Information given:
=== Begin Enclosure ===

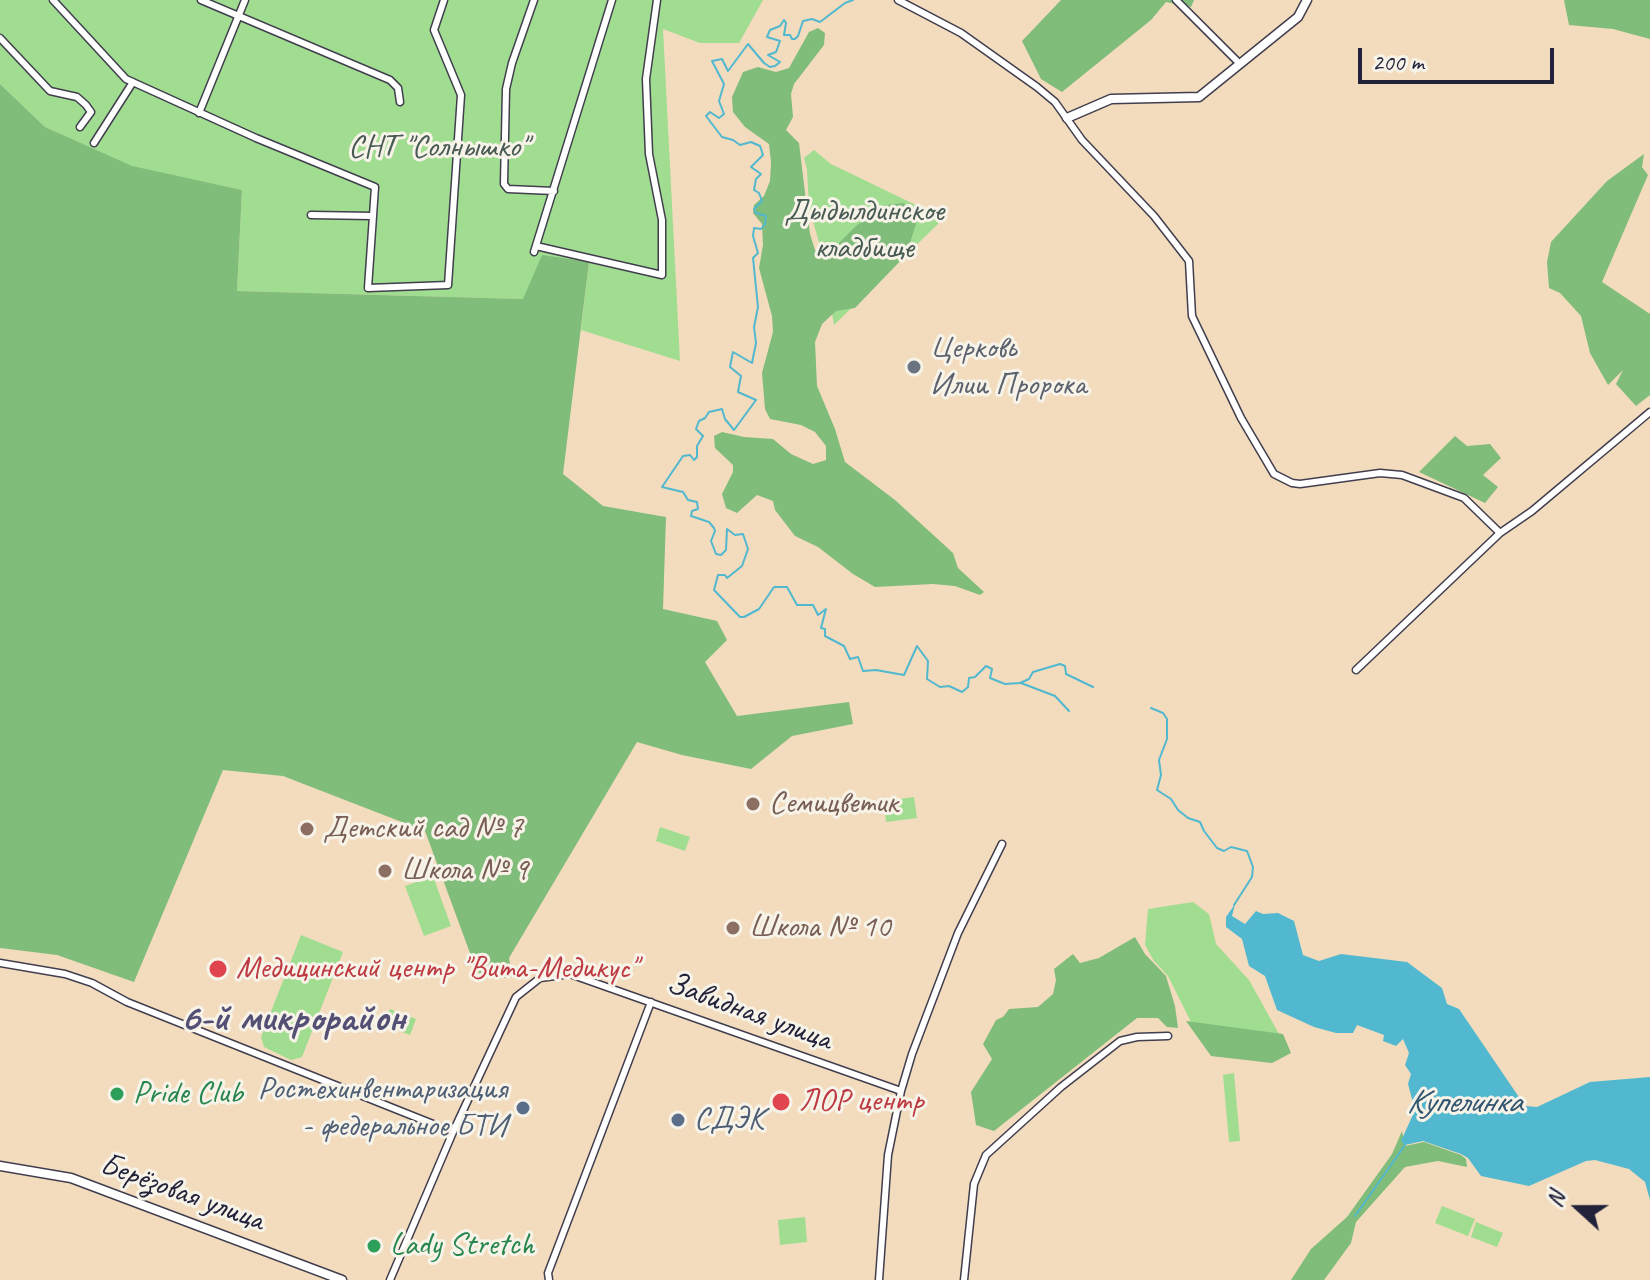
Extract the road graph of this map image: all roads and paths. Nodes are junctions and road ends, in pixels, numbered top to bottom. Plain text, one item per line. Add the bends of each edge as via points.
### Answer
1 (201, 0) edge
2 (245, 0) edge
3 (444, 0) edge
4 (534, 0) edge
5 (612, 0) edge
6 (657, 0) edge
7 (898, 0) edge
8 (1176, 0) edge
9 (1307, 0) edge
10 (57, 1) edge
11 (238, 17) junction
12 (0, 38) edge
13 (1240, 64) junction
14 (133, 82) junction
15 (400, 102) dead end
16 (199, 113) junction
17 (1067, 118) junction
18 (80, 127) dead end
19 (94, 143) dead end
20 (554, 191) junction
21 (311, 215) dead end
22 (373, 216) junction
23 (1650, 412) edge
24 (1500, 533) junction
25 (1356, 670) dead end
26 (1002, 844) dead end
27 (0, 963) edge
28 (651, 1002) junction
29 (1168, 1036) dead end
30 (901, 1091) junction
31 (453, 1132) junction
32 (0, 1166) edge
33 (342, 1280) edge
34 (390, 1280) edge
35 (549, 1280) edge
36 (879, 1280) edge
37 (964, 1280) edge

1 - 11 street
2 - 11 street
3 - 22 street via 434,30 461,95 448,285 368,288
4 - 20 street via 506,89 504,184 508,189
5 - 20 street
6 - 20 street via 646,79 649,154 662,220 662,275 535,249
7 - 17 street via 961,33 1037,87
8 - 13 street
9 - 13 street via 1298,17
10 - 14 street
11 - 15 street via 390,80
11 - 16 street
12 - 18 street via 50,91 77,97 86,105 91,112
13 - 17 street via 1199,97 1111,99
14 - 16 street
14 - 19 street
16 - 22 street via 375,187
17 - 24 street via 1189,261 1192,316 1274,474 1300,484 1402,475 1464,498
21 - 22 street
23 - 24 street
24 - 25 street
26 - 30 street via 964,919
27 - 31 street via 92,983 127,1002
28 - 30 street, Завидная улица
28 - 31 street, Завидная улица via 570,974 540,978 516,997
28 - 35 street
29 - 37 street via 1120,1041 986,1155 974,1184
30 - 36 street via 888,1155
31 - 34 street, Завидная улица
32 - 33 street, Берёзовая улица via 71,1178

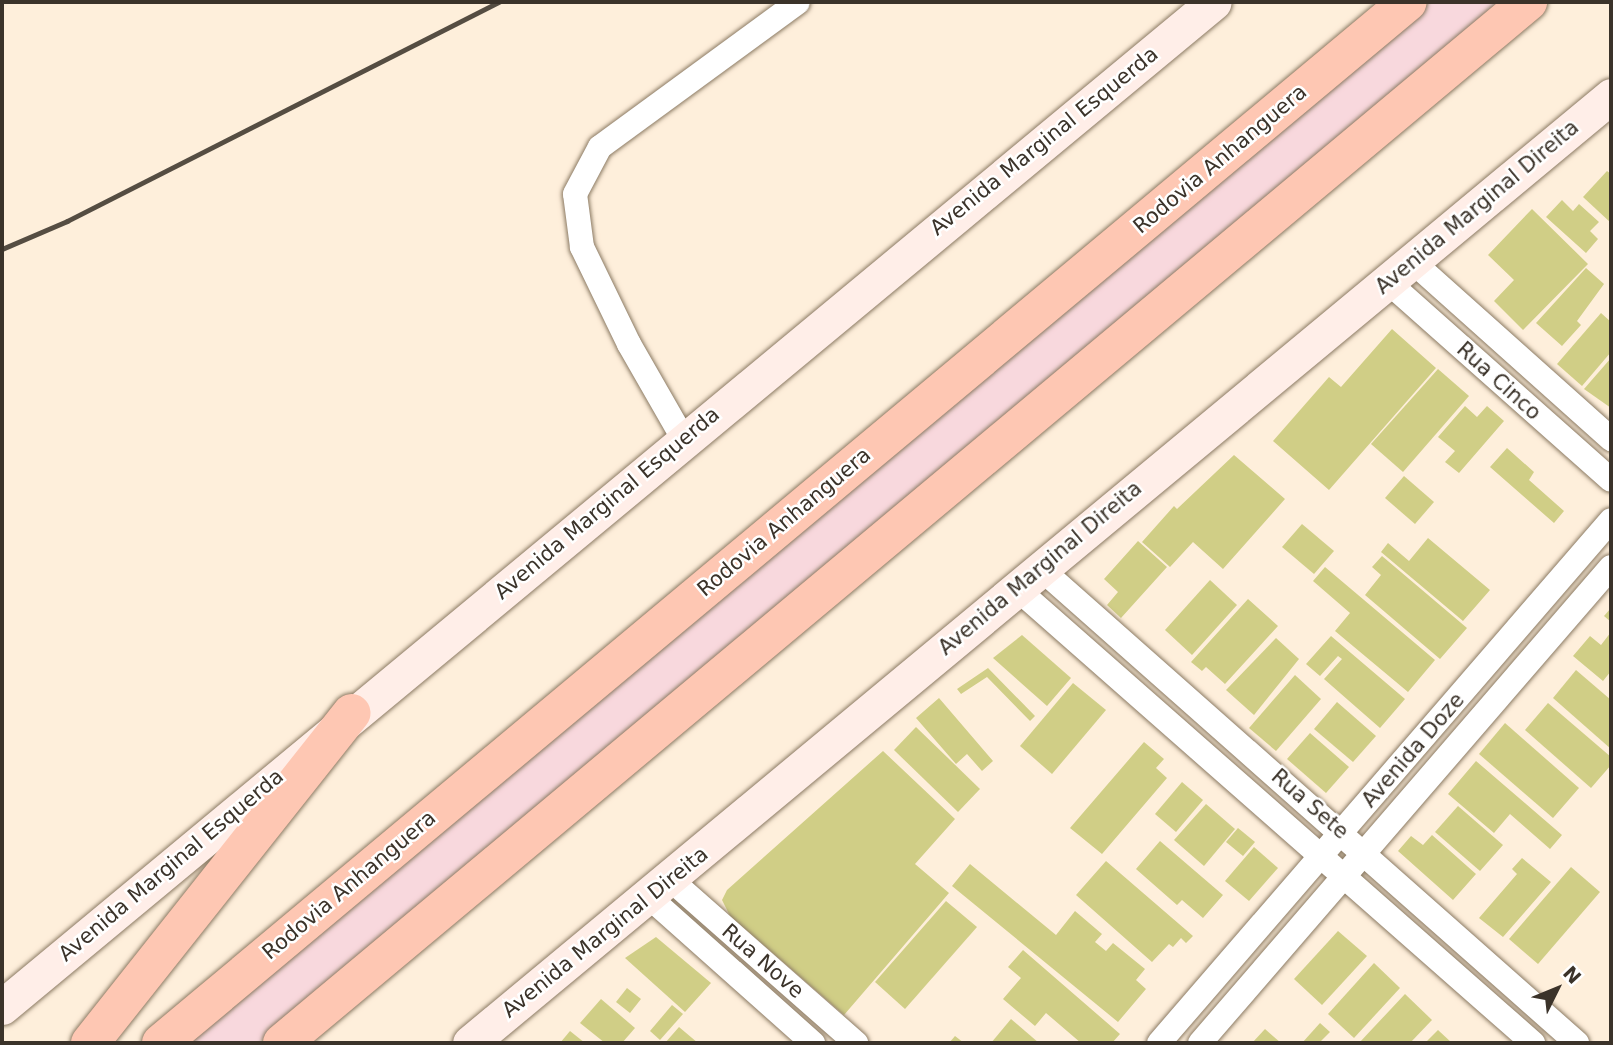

=== End Enclosure ===

Problem details: What number of lines in the listing above hold the string "улица"? Give that number and nothing else.

Completed task: 4